Something else. Why do all blue wing teal decoys show eclipse plummage when the ducks don't have this when we hunt in the fall?

Where can I get some hooded merganser decoys to use?


----------



## Gooseshredder21 (Mar 17, 2009)

I agree they are very nice looking decoys, especially for such a killer price. My buddy just bought 9 boxes from gander mtn for $30.00 a box. Great deal for some great decoys. Hopefully they will perform well in the field.


----------



## Spencer (Nov 21, 2007)

i mixed them in with my older flambeau and older g&h decoys last weekend and the weekend before and we shot our limit of ducks everyday we have hunted over them. they work great and they dont flare ducks in my opinion


----------



## mcwjr13 (Nov 11, 2010)

I have six mixed in with my other decoys and haven't had any issues.


----------



## band/it (Dec 26, 2010)

hunterdu5 said:


> In regards to using these with your old non UV decoys. I would think you would be ok here if set up correctly. You could use the UV ones to create the illusion that all is well in the blocks and that some real ducks have landed in them. I am planning on adding a set or two of these to my spread which is very diverse. I know that this is how I am planning on hunting with them. I'll try to let you all know how it goes.

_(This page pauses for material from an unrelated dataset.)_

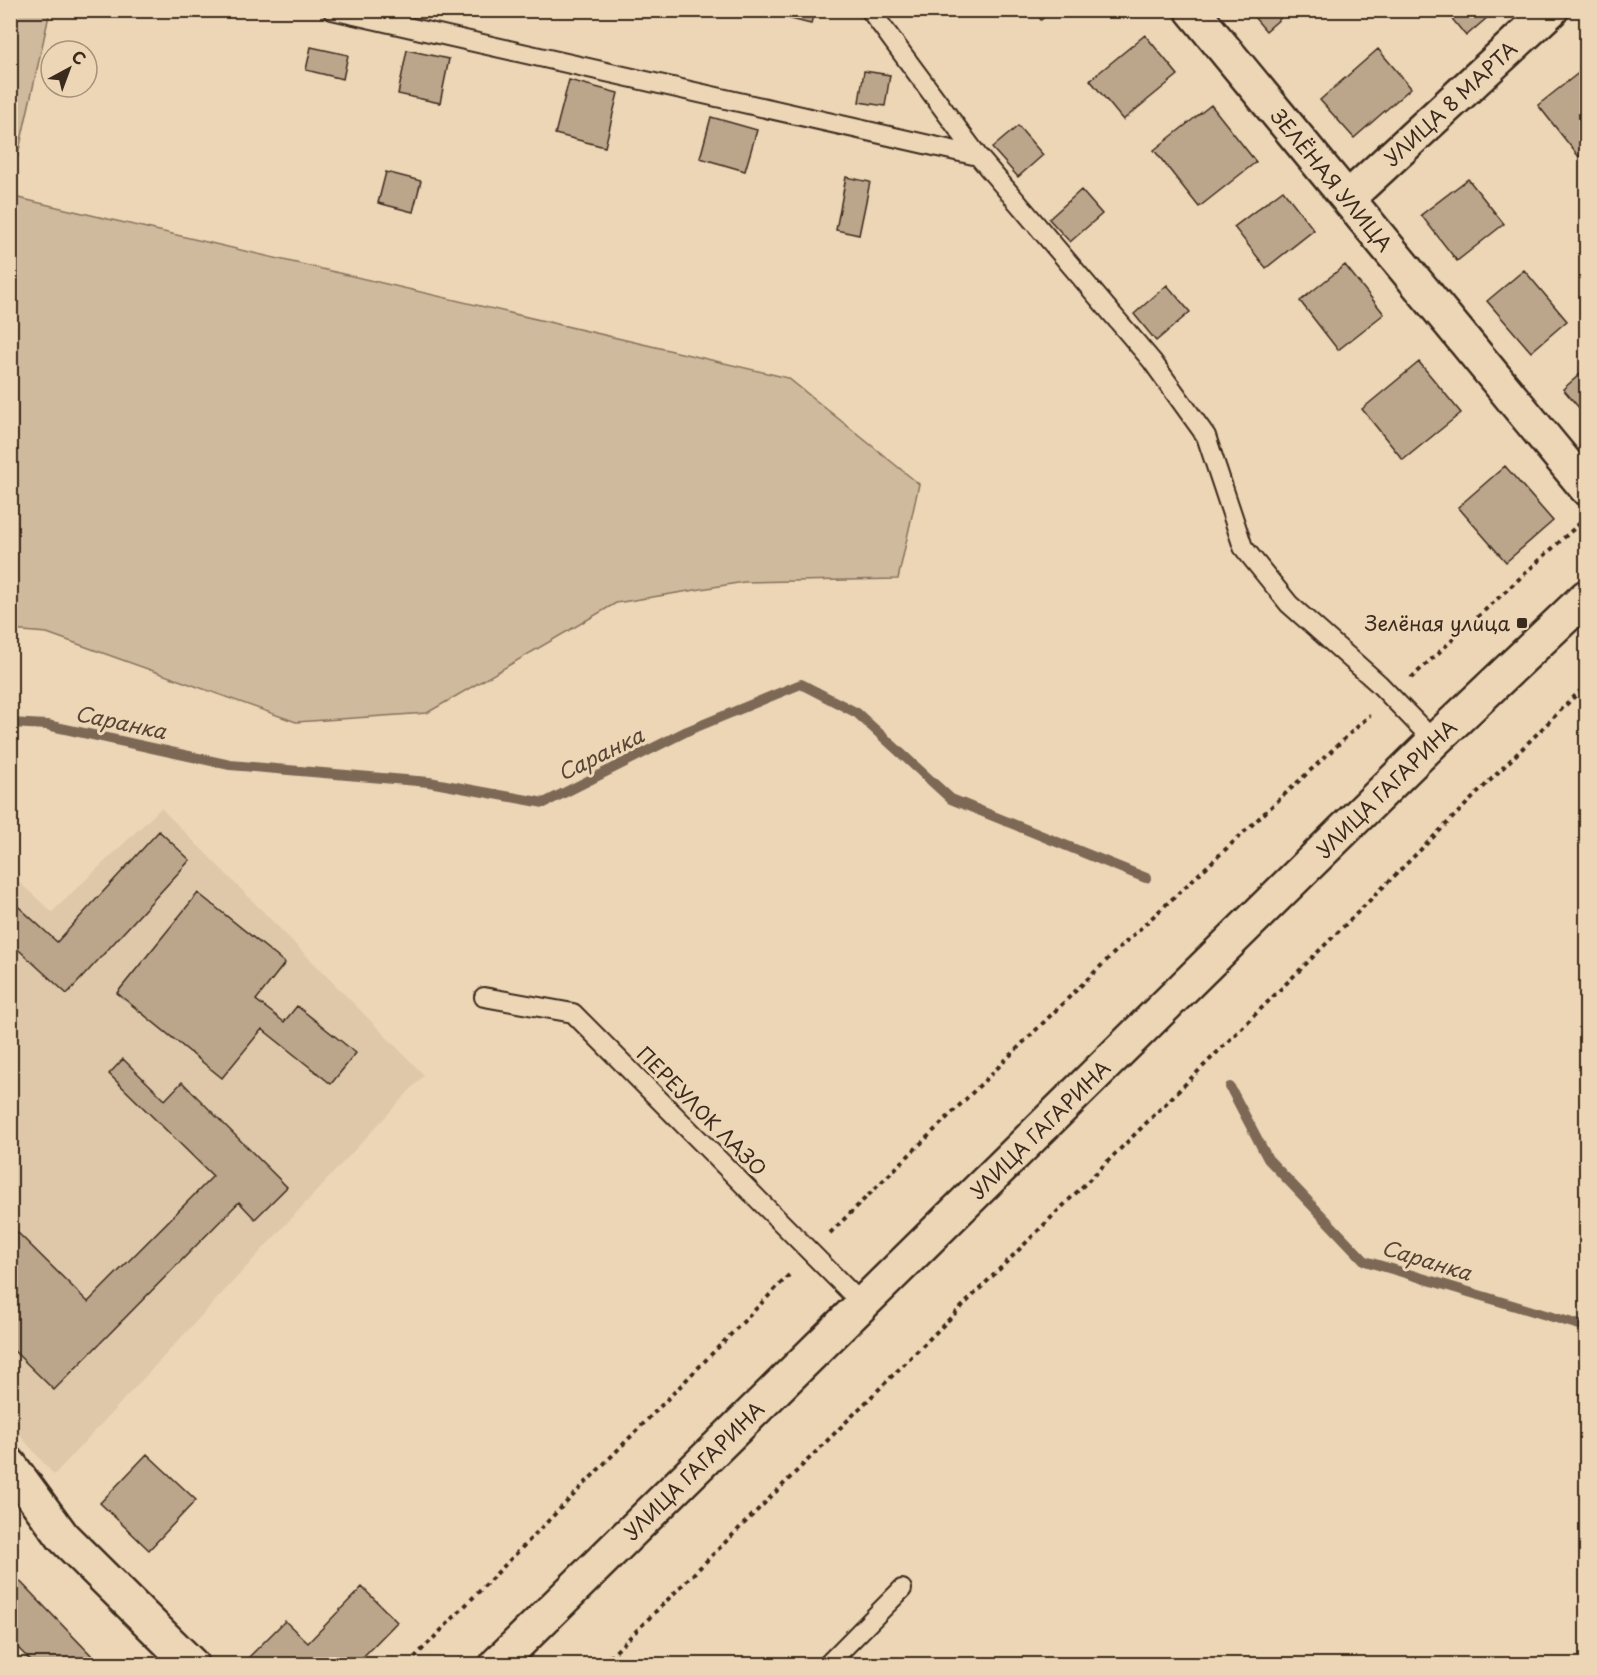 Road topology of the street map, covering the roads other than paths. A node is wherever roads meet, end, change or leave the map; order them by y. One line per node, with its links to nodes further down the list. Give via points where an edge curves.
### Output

So your setting up a spread that is supposed to look like fake ducks with real ducks in it?  Ducks see into the uv speculum but that isnt only colors they see. They see all other colors too. It would be about the same as you in a well lit room with a black light on. you would be able to tell a little on a white shirt or something but it wouldnt be much. in my opinion uv paint is a scam. the picture in their ads is only in uv real ducks dont glow like a giant white light.


----------



## IowaBlood (Aug 16, 2010)

I have a dozen and a half of the standard 14" and a dozen of the 16.5" and I mixed them with some GHG's and some Flambeau teal (Both non UV) Hunted the whole previous season over them right after they came out, shot over a hundred ducks over them, so I would say they work just fine!

As far as durability and quality go, I would say your getting the paint job your paying for, I would not go as far as saying natural wear and tear will chip the paint easily, but the pain will chip, just like all decoys. They are great looking though, and I put them in a regular mesh bag, they are going to get an annual beating!

I will post pictures in about 3 weeks when I get home to show you what kind of beating they took as far as decoys go, and you can be the judge.


----------



## headshot (Oct 26, 2006)

I bought 3 dozen of these decoys last fall. They are cheaper then the hot buys and I think they look great. I killed a lot of birds over them. Great decoy,great price, what more can you ask for?


----------



## waterfowlwrecker (May 17, 2011)

I hunted a public lake by my house and had 2 dozen regualr ghg mallards on one side and 3 dozen of these on the other and all the mallards wanted into the decoys with the U.V. vision. not sure if it is b.s. but it sure convinced me!


----------



## outdoors148 (Sep 26, 2011)

I love those photos!!!


----------



## smashdn (Jul 13, 2009)

headshot said:


> what more can you ask for?


Made in the USA. Swivel heads.


----------



## headshot (Oct 26, 2006)

The paint is not terribly durable though. Second season, 3 hunts and they look like they have been through the war. Still work fine though.


----------